_TASK STATEMENT_
Find the string "LAUREL" in the records and copy each line where it occurs.

_EXTRACTED ENTRIES_

==*==

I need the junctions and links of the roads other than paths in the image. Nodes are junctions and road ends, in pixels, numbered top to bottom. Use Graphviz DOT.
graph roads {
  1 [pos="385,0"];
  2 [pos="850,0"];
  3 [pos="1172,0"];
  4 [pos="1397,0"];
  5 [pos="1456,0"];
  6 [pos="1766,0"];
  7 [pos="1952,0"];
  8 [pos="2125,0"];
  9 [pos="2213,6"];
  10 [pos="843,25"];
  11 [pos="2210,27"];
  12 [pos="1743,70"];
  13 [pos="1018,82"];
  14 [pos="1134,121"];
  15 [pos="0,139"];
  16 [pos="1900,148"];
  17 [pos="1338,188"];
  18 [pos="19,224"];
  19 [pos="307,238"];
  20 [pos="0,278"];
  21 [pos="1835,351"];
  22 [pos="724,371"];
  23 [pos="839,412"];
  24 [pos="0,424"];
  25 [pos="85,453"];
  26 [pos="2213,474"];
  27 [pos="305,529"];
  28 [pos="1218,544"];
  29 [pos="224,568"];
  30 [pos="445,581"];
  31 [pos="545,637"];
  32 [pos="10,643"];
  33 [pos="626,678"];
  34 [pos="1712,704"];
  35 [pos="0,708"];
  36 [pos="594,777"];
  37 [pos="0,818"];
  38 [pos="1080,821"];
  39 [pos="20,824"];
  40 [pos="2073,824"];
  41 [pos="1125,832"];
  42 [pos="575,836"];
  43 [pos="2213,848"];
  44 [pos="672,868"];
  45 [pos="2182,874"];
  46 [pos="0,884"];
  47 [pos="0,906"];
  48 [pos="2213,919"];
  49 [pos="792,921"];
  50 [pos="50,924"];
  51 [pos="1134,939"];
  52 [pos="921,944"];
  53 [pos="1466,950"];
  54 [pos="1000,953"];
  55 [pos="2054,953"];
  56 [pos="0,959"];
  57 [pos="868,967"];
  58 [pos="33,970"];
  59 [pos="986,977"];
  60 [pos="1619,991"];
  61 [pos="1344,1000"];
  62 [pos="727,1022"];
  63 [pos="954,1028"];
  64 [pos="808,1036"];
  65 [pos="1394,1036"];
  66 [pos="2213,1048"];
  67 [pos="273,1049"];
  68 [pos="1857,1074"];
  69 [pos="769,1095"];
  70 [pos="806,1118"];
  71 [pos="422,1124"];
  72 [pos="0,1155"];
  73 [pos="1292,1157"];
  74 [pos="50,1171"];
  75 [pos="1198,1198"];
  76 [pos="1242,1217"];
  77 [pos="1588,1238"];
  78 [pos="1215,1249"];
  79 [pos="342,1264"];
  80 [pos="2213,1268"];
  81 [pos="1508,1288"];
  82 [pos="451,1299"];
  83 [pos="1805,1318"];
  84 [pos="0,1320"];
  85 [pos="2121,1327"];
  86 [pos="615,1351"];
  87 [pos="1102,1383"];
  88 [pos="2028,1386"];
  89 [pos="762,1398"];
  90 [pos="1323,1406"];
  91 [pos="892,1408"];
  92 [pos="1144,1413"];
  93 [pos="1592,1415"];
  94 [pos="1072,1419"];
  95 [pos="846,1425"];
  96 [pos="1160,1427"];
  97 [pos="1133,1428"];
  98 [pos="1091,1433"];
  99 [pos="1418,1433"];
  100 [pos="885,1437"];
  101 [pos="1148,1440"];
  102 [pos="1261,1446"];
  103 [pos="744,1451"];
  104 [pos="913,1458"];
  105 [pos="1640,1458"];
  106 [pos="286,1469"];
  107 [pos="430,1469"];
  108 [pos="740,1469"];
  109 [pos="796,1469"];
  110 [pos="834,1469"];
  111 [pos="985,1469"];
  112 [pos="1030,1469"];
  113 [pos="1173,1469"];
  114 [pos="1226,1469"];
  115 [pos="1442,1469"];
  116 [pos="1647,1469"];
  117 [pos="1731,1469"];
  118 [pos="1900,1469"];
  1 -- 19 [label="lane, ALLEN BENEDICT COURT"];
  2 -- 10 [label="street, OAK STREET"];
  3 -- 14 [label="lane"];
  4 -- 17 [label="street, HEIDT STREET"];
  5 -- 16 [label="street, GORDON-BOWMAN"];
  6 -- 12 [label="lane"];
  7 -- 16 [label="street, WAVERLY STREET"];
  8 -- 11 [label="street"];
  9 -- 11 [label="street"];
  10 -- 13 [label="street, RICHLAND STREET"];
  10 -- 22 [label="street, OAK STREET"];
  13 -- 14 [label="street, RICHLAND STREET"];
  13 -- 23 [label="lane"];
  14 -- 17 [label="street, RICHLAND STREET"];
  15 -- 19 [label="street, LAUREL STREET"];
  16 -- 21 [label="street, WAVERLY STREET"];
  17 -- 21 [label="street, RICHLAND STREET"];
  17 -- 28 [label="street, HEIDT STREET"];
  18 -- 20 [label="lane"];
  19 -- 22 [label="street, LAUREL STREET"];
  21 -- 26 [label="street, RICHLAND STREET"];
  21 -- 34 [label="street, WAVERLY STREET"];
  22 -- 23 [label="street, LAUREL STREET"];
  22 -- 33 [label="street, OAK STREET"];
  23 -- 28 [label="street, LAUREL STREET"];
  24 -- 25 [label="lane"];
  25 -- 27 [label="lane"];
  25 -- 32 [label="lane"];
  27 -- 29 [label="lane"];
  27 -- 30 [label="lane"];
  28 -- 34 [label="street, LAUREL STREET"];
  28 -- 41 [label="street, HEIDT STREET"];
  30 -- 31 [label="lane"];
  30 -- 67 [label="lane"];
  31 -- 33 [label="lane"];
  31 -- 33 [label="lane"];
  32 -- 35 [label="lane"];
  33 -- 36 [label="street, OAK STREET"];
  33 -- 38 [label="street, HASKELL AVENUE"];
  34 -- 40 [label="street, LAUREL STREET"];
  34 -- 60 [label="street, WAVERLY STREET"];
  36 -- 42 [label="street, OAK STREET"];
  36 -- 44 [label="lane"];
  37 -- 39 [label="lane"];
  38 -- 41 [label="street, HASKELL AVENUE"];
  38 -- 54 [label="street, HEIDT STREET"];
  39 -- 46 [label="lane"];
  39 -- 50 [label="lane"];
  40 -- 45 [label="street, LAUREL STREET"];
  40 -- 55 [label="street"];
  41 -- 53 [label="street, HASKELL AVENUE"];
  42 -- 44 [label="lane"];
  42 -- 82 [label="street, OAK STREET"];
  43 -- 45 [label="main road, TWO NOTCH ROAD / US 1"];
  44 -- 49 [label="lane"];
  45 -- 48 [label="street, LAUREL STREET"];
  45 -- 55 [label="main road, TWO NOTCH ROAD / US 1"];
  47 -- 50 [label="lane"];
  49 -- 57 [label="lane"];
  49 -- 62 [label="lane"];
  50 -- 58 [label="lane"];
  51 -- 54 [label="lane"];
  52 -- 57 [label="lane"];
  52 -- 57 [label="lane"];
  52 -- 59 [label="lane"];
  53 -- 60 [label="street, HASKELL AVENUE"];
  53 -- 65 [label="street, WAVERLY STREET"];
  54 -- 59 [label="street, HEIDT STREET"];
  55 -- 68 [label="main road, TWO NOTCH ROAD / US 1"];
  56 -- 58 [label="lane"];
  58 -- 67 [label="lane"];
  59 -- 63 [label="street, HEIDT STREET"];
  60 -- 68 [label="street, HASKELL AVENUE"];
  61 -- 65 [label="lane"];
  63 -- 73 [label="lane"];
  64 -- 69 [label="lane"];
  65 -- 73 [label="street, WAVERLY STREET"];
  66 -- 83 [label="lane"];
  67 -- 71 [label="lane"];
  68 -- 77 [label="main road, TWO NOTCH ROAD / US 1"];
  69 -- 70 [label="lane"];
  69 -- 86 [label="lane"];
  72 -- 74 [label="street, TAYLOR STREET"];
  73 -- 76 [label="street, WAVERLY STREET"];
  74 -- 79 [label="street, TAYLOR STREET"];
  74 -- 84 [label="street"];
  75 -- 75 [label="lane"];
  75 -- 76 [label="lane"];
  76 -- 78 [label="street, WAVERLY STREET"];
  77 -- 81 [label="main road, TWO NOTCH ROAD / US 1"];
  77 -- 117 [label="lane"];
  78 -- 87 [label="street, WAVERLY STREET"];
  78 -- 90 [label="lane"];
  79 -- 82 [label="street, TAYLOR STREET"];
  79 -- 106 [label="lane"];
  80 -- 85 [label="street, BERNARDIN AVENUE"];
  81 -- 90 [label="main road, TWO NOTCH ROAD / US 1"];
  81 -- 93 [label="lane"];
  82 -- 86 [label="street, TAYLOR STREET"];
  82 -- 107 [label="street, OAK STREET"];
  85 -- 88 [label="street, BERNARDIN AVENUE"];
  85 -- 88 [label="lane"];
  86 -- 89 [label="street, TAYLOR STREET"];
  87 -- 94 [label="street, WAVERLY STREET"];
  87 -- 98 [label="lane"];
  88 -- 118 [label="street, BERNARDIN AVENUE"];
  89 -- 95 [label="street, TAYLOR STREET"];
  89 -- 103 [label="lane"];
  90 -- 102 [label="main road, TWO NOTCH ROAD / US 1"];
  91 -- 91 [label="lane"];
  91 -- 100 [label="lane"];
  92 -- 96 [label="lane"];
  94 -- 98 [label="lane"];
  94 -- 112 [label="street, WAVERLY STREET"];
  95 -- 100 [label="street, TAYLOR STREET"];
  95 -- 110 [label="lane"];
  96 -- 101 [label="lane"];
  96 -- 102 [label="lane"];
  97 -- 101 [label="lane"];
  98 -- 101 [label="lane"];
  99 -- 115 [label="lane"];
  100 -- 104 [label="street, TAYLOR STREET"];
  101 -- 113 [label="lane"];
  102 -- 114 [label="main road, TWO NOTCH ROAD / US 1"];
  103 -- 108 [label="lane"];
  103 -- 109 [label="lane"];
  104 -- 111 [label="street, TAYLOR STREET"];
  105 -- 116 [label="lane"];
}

==*==

_RESULT OF THE EXERCISE_
  15 -- 19 [label="street, LAUREL STREET"];
  19 -- 22 [label="street, LAUREL STREET"];
  22 -- 23 [label="street, LAUREL STREET"];
  23 -- 28 [label="street, LAUREL STREET"];
  28 -- 34 [label="street, LAUREL STREET"];
  34 -- 40 [label="street, LAUREL STREET"];
  40 -- 45 [label="street, LAUREL STREET"];
  45 -- 48 [label="street, LAUREL STREET"];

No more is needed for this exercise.